A lawsuit filed against a New Jersey town and county and the Army Corps of Engineers over the nearly $80 million cleanup of a Raritan Bay Superfund site can proceed, a federal judge ruled this week.

U.S. District Judge Michael Shipp's ruling means that NL Industries can continue its attempt to divide the costs of the cleanup of the site in the Laurence Harbor section of Old Bridge Township. The defendants include Old Bridge, Middlesex County, the Army Corps and more than two dozen individual companies that NL Industries claims are responsible for the contamination.

The federal Environmental Protection Agency last year announced NL Industries was responsible for lead pollution at the site dating back decades and was liable for a cleanup estimated at $78.7 million, according to court filings. The company had operated a smelting plant in nearby Perth Amboy.
 
NL Industries sued, claiming it never dumped any material at the site and that the state, county and township allowed a developer to build a seawall with soil contaminated by used batteries, scrap metals and other waste  trucked from its plant by a third party.

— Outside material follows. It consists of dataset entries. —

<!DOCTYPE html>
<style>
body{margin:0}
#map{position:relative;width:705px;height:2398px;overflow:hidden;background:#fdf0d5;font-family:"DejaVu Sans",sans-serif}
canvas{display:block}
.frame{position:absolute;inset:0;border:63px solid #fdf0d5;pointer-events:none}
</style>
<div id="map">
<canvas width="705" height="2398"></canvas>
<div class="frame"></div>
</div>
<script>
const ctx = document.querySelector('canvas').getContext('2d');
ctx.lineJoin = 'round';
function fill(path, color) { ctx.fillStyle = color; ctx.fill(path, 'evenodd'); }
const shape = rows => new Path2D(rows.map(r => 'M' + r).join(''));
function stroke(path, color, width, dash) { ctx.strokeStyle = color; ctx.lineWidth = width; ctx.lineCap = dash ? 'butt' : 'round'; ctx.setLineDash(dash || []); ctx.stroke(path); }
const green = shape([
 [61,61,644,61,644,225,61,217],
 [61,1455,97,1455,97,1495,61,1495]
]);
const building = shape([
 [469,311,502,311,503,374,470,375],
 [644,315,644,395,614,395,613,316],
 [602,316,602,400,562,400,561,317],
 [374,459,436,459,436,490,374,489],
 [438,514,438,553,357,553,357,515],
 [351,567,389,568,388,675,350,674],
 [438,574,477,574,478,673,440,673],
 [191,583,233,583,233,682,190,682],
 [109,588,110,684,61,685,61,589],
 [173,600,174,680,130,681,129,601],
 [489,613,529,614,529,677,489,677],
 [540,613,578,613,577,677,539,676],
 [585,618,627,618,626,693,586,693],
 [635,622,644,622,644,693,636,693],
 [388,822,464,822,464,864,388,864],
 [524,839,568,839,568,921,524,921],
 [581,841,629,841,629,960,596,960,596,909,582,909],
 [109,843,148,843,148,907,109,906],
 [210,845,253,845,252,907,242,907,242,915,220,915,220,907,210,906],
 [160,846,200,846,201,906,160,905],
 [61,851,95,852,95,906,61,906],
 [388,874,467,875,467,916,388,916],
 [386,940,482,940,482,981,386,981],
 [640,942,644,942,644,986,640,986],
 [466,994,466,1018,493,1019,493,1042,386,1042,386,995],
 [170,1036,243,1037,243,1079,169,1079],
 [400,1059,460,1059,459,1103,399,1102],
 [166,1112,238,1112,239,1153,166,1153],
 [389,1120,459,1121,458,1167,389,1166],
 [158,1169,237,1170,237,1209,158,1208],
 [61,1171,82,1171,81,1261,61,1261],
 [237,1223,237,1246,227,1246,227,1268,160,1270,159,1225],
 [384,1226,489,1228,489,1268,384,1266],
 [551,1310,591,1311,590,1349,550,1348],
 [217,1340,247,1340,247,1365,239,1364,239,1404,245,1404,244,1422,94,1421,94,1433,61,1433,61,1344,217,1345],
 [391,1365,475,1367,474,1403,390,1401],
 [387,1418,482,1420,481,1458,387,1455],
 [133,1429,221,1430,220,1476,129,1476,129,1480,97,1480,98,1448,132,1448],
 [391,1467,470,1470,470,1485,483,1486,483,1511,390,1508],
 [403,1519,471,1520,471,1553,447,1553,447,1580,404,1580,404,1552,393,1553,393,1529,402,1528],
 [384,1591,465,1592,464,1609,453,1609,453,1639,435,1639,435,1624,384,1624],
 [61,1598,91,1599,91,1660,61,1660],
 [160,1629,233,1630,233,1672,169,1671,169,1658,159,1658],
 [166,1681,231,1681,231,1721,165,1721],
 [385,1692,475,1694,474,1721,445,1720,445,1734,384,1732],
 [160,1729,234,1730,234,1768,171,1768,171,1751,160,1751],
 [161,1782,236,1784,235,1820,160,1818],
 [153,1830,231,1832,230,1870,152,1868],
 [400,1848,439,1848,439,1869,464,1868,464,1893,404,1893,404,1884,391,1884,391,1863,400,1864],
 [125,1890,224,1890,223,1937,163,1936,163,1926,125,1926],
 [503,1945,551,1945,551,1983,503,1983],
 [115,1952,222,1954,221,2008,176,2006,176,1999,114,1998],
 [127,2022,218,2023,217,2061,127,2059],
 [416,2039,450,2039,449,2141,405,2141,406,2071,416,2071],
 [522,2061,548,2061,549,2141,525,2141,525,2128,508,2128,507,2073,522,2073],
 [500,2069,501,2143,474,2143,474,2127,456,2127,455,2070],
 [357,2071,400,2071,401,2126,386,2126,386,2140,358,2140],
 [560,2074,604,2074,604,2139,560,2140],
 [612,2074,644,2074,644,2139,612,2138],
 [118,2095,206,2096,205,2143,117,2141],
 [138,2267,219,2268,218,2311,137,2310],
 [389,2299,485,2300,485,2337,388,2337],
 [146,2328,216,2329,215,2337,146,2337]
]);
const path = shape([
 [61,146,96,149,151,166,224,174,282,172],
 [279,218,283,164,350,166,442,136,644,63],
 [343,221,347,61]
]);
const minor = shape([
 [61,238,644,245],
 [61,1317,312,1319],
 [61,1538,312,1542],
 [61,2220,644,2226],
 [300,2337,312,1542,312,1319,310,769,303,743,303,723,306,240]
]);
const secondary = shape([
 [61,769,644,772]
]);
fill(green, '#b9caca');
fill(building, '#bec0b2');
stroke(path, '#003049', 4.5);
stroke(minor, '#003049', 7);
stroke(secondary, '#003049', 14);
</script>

NL Industries is suing the state in a separate action in state Superior Court, said Christopher Gibson, an attorney representing the company.
 
"We are focused on making the parties that are, in my opinion, more responsible for what's happened over the last 40 years pay their fair share,'' Gibson said Thursday.

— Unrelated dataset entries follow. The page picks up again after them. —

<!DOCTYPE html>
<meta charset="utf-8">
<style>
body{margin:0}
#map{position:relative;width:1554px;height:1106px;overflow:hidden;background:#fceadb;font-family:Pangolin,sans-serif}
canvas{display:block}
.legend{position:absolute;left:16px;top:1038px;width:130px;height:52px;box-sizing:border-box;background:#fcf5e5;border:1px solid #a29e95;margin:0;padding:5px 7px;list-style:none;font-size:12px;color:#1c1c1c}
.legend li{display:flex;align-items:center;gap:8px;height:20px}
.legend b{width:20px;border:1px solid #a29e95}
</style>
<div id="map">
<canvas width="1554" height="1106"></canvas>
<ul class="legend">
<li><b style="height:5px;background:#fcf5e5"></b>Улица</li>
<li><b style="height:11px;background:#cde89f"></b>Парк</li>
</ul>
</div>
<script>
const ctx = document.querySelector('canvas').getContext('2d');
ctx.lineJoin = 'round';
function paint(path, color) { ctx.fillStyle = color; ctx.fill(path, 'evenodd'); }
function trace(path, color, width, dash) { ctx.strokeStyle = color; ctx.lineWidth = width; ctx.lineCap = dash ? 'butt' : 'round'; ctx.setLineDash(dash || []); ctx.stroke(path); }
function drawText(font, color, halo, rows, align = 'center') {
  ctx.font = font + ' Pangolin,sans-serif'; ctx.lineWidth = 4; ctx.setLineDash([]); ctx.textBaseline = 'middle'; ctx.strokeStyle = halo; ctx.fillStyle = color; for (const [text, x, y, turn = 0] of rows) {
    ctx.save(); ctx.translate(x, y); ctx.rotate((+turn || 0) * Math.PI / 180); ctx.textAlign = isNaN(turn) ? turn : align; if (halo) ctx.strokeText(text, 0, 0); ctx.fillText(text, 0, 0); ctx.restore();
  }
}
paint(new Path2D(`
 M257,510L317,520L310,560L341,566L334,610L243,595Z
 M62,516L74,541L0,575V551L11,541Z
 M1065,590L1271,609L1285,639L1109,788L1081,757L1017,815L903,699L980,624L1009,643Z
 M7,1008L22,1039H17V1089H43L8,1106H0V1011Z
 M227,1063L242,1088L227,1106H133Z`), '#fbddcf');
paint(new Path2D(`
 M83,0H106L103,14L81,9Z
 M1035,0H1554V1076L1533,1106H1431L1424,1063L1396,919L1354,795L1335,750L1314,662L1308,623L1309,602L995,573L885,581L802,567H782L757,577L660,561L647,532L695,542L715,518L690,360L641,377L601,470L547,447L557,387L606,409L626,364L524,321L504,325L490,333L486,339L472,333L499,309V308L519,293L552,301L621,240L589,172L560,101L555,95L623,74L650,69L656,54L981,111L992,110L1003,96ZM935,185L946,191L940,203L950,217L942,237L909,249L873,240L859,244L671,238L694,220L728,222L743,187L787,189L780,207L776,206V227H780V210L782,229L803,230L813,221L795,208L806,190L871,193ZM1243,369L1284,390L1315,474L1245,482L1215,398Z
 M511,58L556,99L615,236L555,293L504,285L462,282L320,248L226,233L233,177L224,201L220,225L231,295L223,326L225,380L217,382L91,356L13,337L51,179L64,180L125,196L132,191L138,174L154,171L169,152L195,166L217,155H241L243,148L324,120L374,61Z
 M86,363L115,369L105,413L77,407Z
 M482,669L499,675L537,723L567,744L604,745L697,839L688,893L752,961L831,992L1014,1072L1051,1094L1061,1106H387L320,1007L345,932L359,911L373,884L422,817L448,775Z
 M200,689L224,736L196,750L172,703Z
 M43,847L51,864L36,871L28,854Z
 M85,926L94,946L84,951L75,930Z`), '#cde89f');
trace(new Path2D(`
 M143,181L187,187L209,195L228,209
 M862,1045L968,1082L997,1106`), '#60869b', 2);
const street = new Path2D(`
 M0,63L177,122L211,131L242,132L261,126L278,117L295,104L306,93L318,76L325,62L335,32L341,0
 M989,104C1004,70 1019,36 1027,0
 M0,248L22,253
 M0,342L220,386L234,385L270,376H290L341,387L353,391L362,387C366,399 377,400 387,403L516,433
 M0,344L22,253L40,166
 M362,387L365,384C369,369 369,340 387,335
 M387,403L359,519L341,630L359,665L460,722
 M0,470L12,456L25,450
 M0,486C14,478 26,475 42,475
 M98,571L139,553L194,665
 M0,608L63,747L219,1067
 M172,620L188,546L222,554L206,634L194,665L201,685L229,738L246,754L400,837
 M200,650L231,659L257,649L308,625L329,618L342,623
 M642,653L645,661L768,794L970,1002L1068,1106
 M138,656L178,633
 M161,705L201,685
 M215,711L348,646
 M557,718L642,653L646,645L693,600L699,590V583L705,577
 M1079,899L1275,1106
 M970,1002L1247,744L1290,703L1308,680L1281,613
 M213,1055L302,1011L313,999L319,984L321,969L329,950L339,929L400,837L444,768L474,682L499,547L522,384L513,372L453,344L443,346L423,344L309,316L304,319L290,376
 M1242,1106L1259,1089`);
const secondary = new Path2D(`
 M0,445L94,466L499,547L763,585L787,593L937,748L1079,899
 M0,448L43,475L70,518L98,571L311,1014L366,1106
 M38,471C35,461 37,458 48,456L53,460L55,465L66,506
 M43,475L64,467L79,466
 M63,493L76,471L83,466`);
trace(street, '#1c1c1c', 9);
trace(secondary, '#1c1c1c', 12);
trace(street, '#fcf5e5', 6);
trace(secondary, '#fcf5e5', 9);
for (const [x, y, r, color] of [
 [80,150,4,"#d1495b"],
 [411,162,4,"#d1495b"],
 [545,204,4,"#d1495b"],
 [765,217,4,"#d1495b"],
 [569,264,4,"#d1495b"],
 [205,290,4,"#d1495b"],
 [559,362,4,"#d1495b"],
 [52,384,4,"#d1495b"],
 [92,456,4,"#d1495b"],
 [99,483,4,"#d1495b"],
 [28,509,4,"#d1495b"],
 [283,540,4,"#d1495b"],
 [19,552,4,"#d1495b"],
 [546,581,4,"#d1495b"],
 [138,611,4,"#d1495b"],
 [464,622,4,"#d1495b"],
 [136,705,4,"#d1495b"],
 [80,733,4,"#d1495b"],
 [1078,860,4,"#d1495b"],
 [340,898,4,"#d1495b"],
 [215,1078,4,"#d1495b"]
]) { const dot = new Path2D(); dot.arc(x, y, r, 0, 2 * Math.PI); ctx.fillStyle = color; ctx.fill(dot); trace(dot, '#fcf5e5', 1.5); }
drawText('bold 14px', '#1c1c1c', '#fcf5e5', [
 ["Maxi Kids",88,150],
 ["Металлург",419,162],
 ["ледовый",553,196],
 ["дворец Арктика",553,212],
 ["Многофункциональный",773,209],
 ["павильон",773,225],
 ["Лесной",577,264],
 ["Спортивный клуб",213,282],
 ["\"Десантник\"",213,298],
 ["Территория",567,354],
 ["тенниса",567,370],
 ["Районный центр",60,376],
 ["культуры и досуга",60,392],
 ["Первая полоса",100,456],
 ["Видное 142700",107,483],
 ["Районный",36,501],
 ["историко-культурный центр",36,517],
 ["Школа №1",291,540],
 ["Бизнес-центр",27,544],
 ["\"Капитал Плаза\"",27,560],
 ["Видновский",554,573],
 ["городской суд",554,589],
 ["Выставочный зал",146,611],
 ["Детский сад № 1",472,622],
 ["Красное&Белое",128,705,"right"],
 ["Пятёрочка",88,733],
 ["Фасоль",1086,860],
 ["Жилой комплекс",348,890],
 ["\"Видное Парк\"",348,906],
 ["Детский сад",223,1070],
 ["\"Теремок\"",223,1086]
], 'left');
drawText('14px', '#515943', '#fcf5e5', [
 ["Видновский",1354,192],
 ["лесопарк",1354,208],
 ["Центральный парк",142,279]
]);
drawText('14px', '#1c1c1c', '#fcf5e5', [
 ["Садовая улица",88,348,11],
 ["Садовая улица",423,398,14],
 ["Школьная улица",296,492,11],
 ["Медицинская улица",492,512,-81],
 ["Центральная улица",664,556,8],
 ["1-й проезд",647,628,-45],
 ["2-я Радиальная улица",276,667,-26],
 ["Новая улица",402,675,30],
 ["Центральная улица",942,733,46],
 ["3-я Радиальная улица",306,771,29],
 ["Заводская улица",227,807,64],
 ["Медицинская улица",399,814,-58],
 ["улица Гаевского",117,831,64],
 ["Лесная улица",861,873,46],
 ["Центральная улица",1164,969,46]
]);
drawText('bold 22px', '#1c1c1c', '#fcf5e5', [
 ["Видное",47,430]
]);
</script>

Parts of the beach have been closed for several years, after the EPA and state Department of Environmental Protection found elevated levels of lead in the soil and surface water. In the fall of 2012, Superstorm Sandy caused extensive damage to the site and spread hundreds of tons of potentially contaminated debris around a waterfront park.
 
NL Industries claims in court filings that the county and township were aware that developer Sea-Land was building a seawall using lead-contaminated soil in the late 1960s and early 1970s, and that the township's engineer had raised questions about possible environmental effects as early as 1973.
 
A spokesman for the Army Corps of Engineers and attorneys for Old Bridge Township and Middlesex County didn't return emails seeking comment Thursday.